**WHAT YOU HAVE TO DO:**
Find every line in the entries that holds the string "nodes" and report it.

**PROVIDED ENTRIES:**

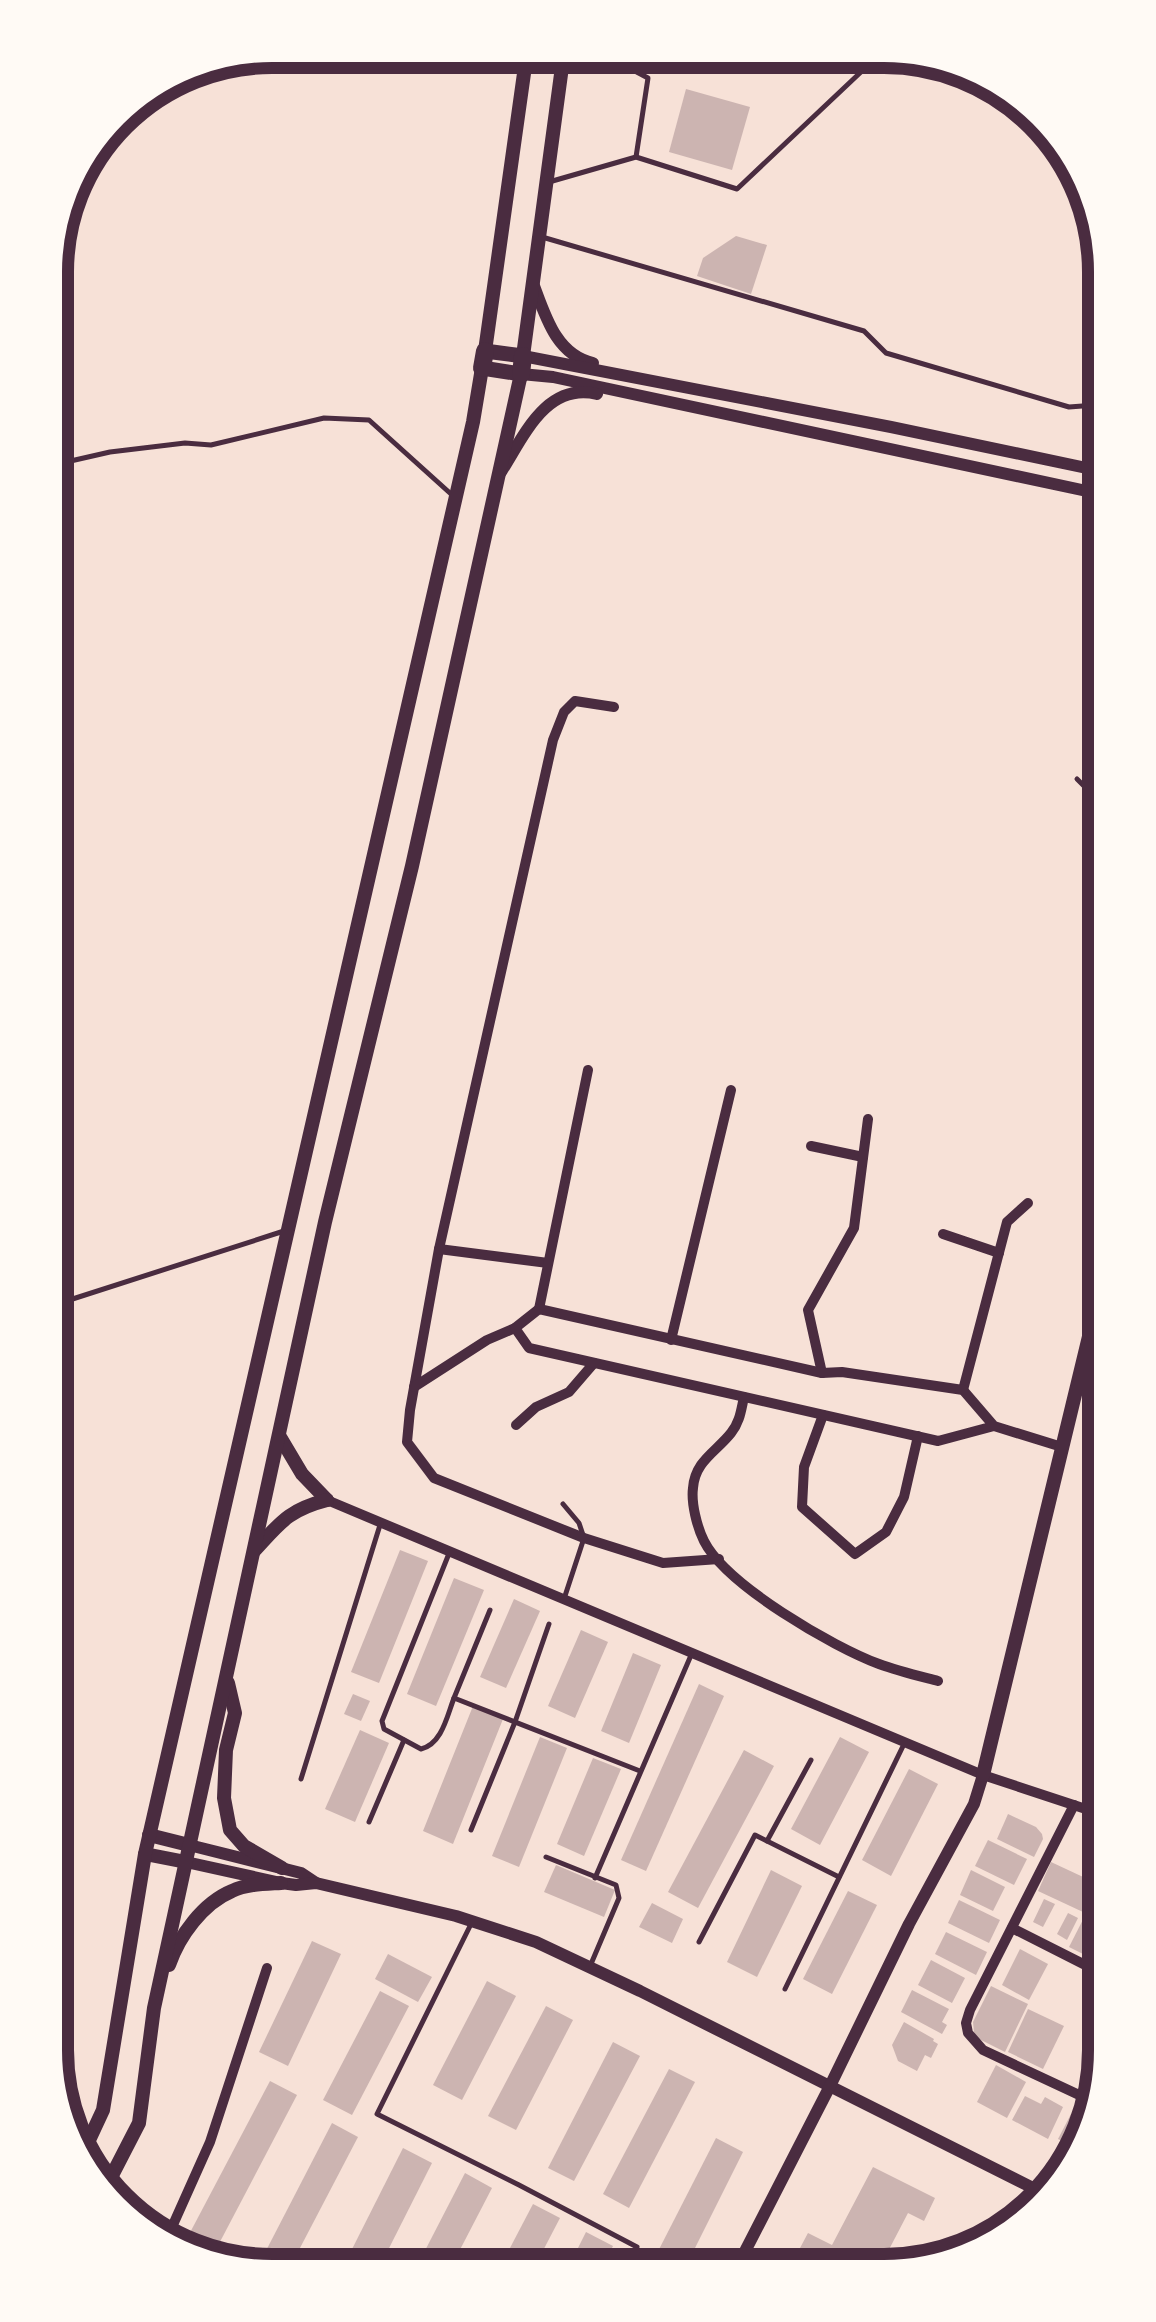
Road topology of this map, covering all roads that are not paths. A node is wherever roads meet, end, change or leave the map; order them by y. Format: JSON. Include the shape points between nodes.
{"nodes":[{"id":1,"x":525,"y":68,"type":"edge"},
{"id":2,"x":562,"y":68,"type":"edge"},
{"id":3,"x":629,"y":68,"type":"edge"},
{"id":4,"x":865,"y":68,"type":"edge"},
{"id":5,"x":636,"y":157,"type":"junction"},
{"id":6,"x":546,"y":183,"type":"junction"},
{"id":7,"x":539,"y":236,"type":"junction"},
{"id":8,"x":533,"y":282,"type":"junction"},
{"id":9,"x":484,"y":360,"type":"junction"},
{"id":10,"x":522,"y":365,"type":"junction"},
{"id":11,"x":642,"y":379,"type":"junction"},
{"id":12,"x":635,"y":394,"type":"junction"},
{"id":13,"x":1088,"y":406,"type":"edge"},
{"id":14,"x":68,"y":462,"type":"edge"},
{"id":15,"x":1088,"y":468,"type":"edge"},
{"id":16,"x":500,"y":474,"type":"junction"},
{"id":17,"x":1088,"y":491,"type":"edge"},
{"id":18,"x":456,"y":498,"type":"junction"},
{"id":19,"x":614,"y":707,"type":"dead end"},
{"id":20,"x":1077,"y":779,"type":"dead end"},
{"id":21,"x":1088,"y":791,"type":"edge"},
{"id":22,"x":588,"y":1070,"type":"dead end"},
{"id":23,"x":731,"y":1090,"type":"dead end"},
{"id":24,"x":868,"y":1119,"type":"dead end"},
{"id":25,"x":810,"y":1146,"type":"dead end"},
{"id":26,"x":863,"y":1157,"type":"junction"},
{"id":27,"x":1028,"y":1204,"type":"dead end"},
{"id":28,"x":286,"y":1230,"type":"junction"},
{"id":29,"x":944,"y":1234,"type":"dead end"},
{"id":30,"x":439,"y":1249,"type":"junction"},
{"id":31,"x":999,"y":1253,"type":"junction"},
{"id":32,"x":548,"y":1263,"type":"junction"},
{"id":33,"x":68,"y":1300,"type":"edge"},
{"id":34,"x":539,"y":1310,"type":"junction"},
{"id":35,"x":515,"y":1328,"type":"junction"},
{"id":36,"x":672,"y":1340,"type":"junction"},
{"id":37,"x":1088,"y":1340,"type":"edge"},
{"id":38,"x":594,"y":1363,"type":"junction"},
{"id":39,"x":822,"y":1372,"type":"junction"},
{"id":40,"x":414,"y":1387,"type":"junction"},
{"id":41,"x":963,"y":1390,"type":"junction"},
{"id":42,"x":744,"y":1396,"type":"junction"},
{"id":43,"x":823,"y":1414,"type":"junction"},
{"id":44,"x":516,"y":1425,"type":"dead end"},
{"id":45,"x":994,"y":1426,"type":"junction"},
{"id":46,"x":918,"y":1436,"type":"junction"},
{"id":47,"x":280,"y":1437,"type":"junction"},
{"id":48,"x":1062,"y":1447,"type":"junction"},
{"id":49,"x":328,"y":1500,"type":"junction"},
{"id":50,"x":563,"y":1504,"type":"dead end"},
{"id":51,"x":381,"y":1522,"type":"junction"},
{"id":52,"x":584,"y":1538,"type":"junction"},
{"id":53,"x":450,"y":1551,"type":"junction"},
{"id":54,"x":254,"y":1552,"type":"junction"},
{"id":55,"x":719,"y":1559,"type":"junction"},
{"id":56,"x":564,"y":1599,"type":"junction"},
{"id":57,"x":490,"y":1610,"type":"dead end"},
{"id":58,"x":549,"y":1624,"type":"dead end"},
{"id":59,"x":692,"y":1653,"type":"junction"},
{"id":60,"x":226,"y":1676,"type":"junction"},
{"id":61,"x":938,"y":1682,"type":"dead end"},
{"id":62,"x":454,"y":1698,"type":"junction"},
{"id":63,"x":515,"y":1722,"type":"junction"},
{"id":64,"x":404,"y":1740,"type":"junction"},
{"id":65,"x":904,"y":1742,"type":"junction"},
{"id":66,"x":811,"y":1760,"type":"dead end"},
{"id":67,"x":640,"y":1771,"type":"junction"},
{"id":68,"x":982,"y":1776,"type":"junction"},
{"id":69,"x":301,"y":1778,"type":"dead end"},
{"id":70,"x":1074,"y":1806,"type":"junction"},
{"id":71,"x":1088,"y":1810,"type":"edge"},
{"id":72,"x":369,"y":1822,"type":"dead end"},
{"id":73,"x":472,"y":1830,"type":"dead end"},
{"id":74,"x":149,"y":1835,"type":"junction"},
{"id":75,"x":767,"y":1841,"type":"junction"},
{"id":76,"x":189,"y":1845,"type":"junction"},
{"id":77,"x":145,"y":1854,"type":"junction"},
{"id":78,"x":546,"y":1857,"type":"dead end"},
{"id":79,"x":186,"y":1862,"type":"junction"},
{"id":80,"x":281,"y":1876,"type":"junction"},
{"id":81,"x":839,"y":1877,"type":"junction"},
{"id":82,"x":595,"y":1878,"type":"junction"},
{"id":83,"x":472,"y":1921,"type":"junction"},
{"id":84,"x":1012,"y":1928,"type":"junction"},
{"id":85,"x":699,"y":1942,"type":"dead end"},
{"id":86,"x":1088,"y":1966,"type":"edge"},
{"id":87,"x":590,"y":1967,"type":"junction"},
{"id":88,"x":267,"y":1968,"type":"dead end"},
{"id":89,"x":784,"y":1989,"type":"dead end"},
{"id":90,"x":154,"y":2008,"type":"junction"},
{"id":91,"x":830,"y":2086,"type":"junction"},
{"id":92,"x":1083,"y":2097,"type":"edge"},
{"id":93,"x":89,"y":2140,"type":"edge"},
{"id":94,"x":112,"y":2177,"type":"edge"},
{"id":95,"x":1034,"y":2189,"type":"edge"},
{"id":96,"x":171,"y":2228,"type":"edge"},
{"id":97,"x":634,"y":2254,"type":"edge"},
{"id":98,"x":744,"y":2254,"type":"edge"}],
"edges":[{"from":1,"to":9,"type":"main road"},
{"from":2,"to":6,"type":"main road"},
{"from":3,"to":5,"type":"lane","via":[[648,78]]},
{"from":4,"to":5,"type":"lane","via":[[737,189]]},
{"from":5,"to":6,"type":"lane"},
{"from":6,"to":7,"type":"main road"},
{"from":7,"to":8,"type":"main road"},
{"from":7,"to":13,"type":"lane","via":[[864,330],[886,353],[1068,407]]},
{"from":8,"to":10,"type":"main road"},
{"from":8,"to":11,"type":"street","via":[[547,320],[570,353]]},
{"from":9,"to":10,"type":"main road"},
{"from":9,"to":18,"type":"main road"},
{"from":10,"to":11,"type":"street"},
{"from":10,"to":12,"type":"street"},
{"from":10,"to":16,"type":"main road"},
{"from":11,"to":15,"type":"street"},
{"from":12,"to":16,"type":"street","via":[[620,400],[588,392],[562,395],[538,414]]},
{"from":12,"to":17,"type":"street"},
{"from":14,"to":18,"type":"lane","via":[[211,445],[324,418],[369,420]]},
{"from":16,"to":47,"type":"main road"},
{"from":18,"to":28,"type":"main road"},
{"from":19,"to":30,"type":"street","via":[[575,702],[552,740]]},
{"from":20,"to":21,"type":"lane"},
{"from":22,"to":32,"type":"street"},
{"from":23,"to":36,"type":"street"},
{"from":24,"to":26,"type":"street"},
{"from":25,"to":26,"type":"street"},
{"from":26,"to":39,"type":"street","via":[[854,1228],[808,1310]]},
{"from":27,"to":31,"type":"street","via":[[1007,1222]]},
{"from":28,"to":33,"type":"lane"},
{"from":28,"to":74,"type":"main road"},
{"from":29,"to":31,"type":"street"},
{"from":30,"to":32,"type":"street"},
{"from":30,"to":40,"type":"street"},
{"from":31,"to":41,"type":"street"},
{"from":32,"to":34,"type":"street"},
{"from":34,"to":35,"type":"street"},
{"from":34,"to":36,"type":"street"},
{"from":35,"to":38,"type":"street","via":[[529,1348]]},
{"from":35,"to":40,"type":"street"},
{"from":36,"to":39,"type":"street"},
{"from":37,"to":48,"type":"main road"},
{"from":38,"to":42,"type":"street"},
{"from":38,"to":44,"type":"street","via":[[569,1392]]},
{"from":39,"to":41,"type":"street"},
{"from":40,"to":52,"type":"street","via":[[407,1442],[434,1478]]},
{"from":41,"to":45,"type":"street"},
{"from":42,"to":43,"type":"street"},
{"from":42,"to":55,"type":"street","via":[[740,1418],[699,1464],[693,1488],[704,1542]]},
{"from":43,"to":46,"type":"street"},
{"from":43,"to":46,"type":"street","via":[[804,1467],[802,1507],[855,1554],[886,1532],[904,1497]]},
{"from":45,"to":46,"type":"street","via":[[938,1440]]},
{"from":45,"to":48,"type":"street"},
{"from":47,"to":49,"type":"main road"},
{"from":47,"to":54,"type":"main road"},
{"from":48,"to":68,"type":"main road"},
{"from":49,"to":51,"type":"street"},
{"from":49,"to":54,"type":"main road","via":[[284,1519]]},
{"from":50,"to":52,"type":"lane"},
{"from":51,"to":53,"type":"street"},
{"from":51,"to":69,"type":"lane"},
{"from":52,"to":55,"type":"street","via":[[663,1564]]},
{"from":52,"to":56,"type":"lane"},
{"from":53,"to":56,"type":"street"},
{"from":53,"to":64,"type":"lane","via":[[382,1721]]},
{"from":54,"to":60,"type":"main road"},
{"from":55,"to":61,"type":"street","via":[[807,1630],[878,1664]]},
{"from":56,"to":59,"type":"street"},
{"from":57,"to":62,"type":"lane"},
{"from":58,"to":63,"type":"lane"},
{"from":59,"to":65,"type":"street"},
{"from":59,"to":67,"type":"lane"},
{"from":60,"to":76,"type":"main road"},
{"from":60,"to":80,"type":"main road","via":[[235,1713],[226,1750],[230,1830]]},
{"from":62,"to":63,"type":"lane"},
{"from":62,"to":64,"type":"lane","via":[[430,1747]]},
{"from":63,"to":67,"type":"lane"},
{"from":63,"to":73,"type":"lane"},
{"from":64,"to":72,"type":"lane"},
{"from":65,"to":68,"type":"street"},
{"from":65,"to":81,"type":"lane"},
{"from":66,"to":75,"type":"lane"},
{"from":67,"to":82,"type":"lane"},
{"from":68,"to":70,"type":"street"},
{"from":68,"to":91,"type":"street","via":[[974,1804]]},
{"from":70,"to":71,"type":"street"},
{"from":70,"to":84,"type":"street"},
{"from":74,"to":76,"type":"main road"},
{"from":74,"to":77,"type":"main road"},
{"from":75,"to":81,"type":"lane"},
{"from":75,"to":85,"type":"lane","via":[[755,1835]]},
{"from":76,"to":79,"type":"main road"},
{"from":76,"to":80,"type":"street"},
{"from":77,"to":79,"type":"main road"},
{"from":77,"to":93,"type":"main road","via":[[104,2110]]},
{"from":78,"to":82,"type":"lane"},
{"from":79,"to":80,"type":"street"},
{"from":79,"to":90,"type":"main road"},
{"from":80,"to":83,"type":"street","via":[[302,1873],[316,1883]]},
{"from":80,"to":90,"type":"main road","via":[[231,1891],[207,1908],[172,1956]]},
{"from":81,"to":89,"type":"lane"},
{"from":82,"to":87,"type":"lane","via":[[616,1885],[620,1898]]},
{"from":83,"to":87,"type":"street"},
{"from":83,"to":97,"type":"lane","via":[[376,2114],[637,2248]]},
{"from":84,"to":86,"type":"street"},
{"from":84,"to":92,"type":"street","via":[[970,2010],[968,2033],[983,2050]]},
{"from":87,"to":91,"type":"street"},
{"from":88,"to":96,"type":"street","via":[[210,2142]]},
{"from":90,"to":94,"type":"main road","via":[[139,2123]]},
{"from":91,"to":95,"type":"street"},
{"from":91,"to":98,"type":"street"}]}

**TASK OUTPUT:**
Road topology of this map, covering all roads that are not paths. A node is wherever roads meet, end, change or leave the map; order them by y. Format: JSON. Include the shape points between nodes.
{"nodes":[{"id":1,"x":525,"y":68,"type":"edge"},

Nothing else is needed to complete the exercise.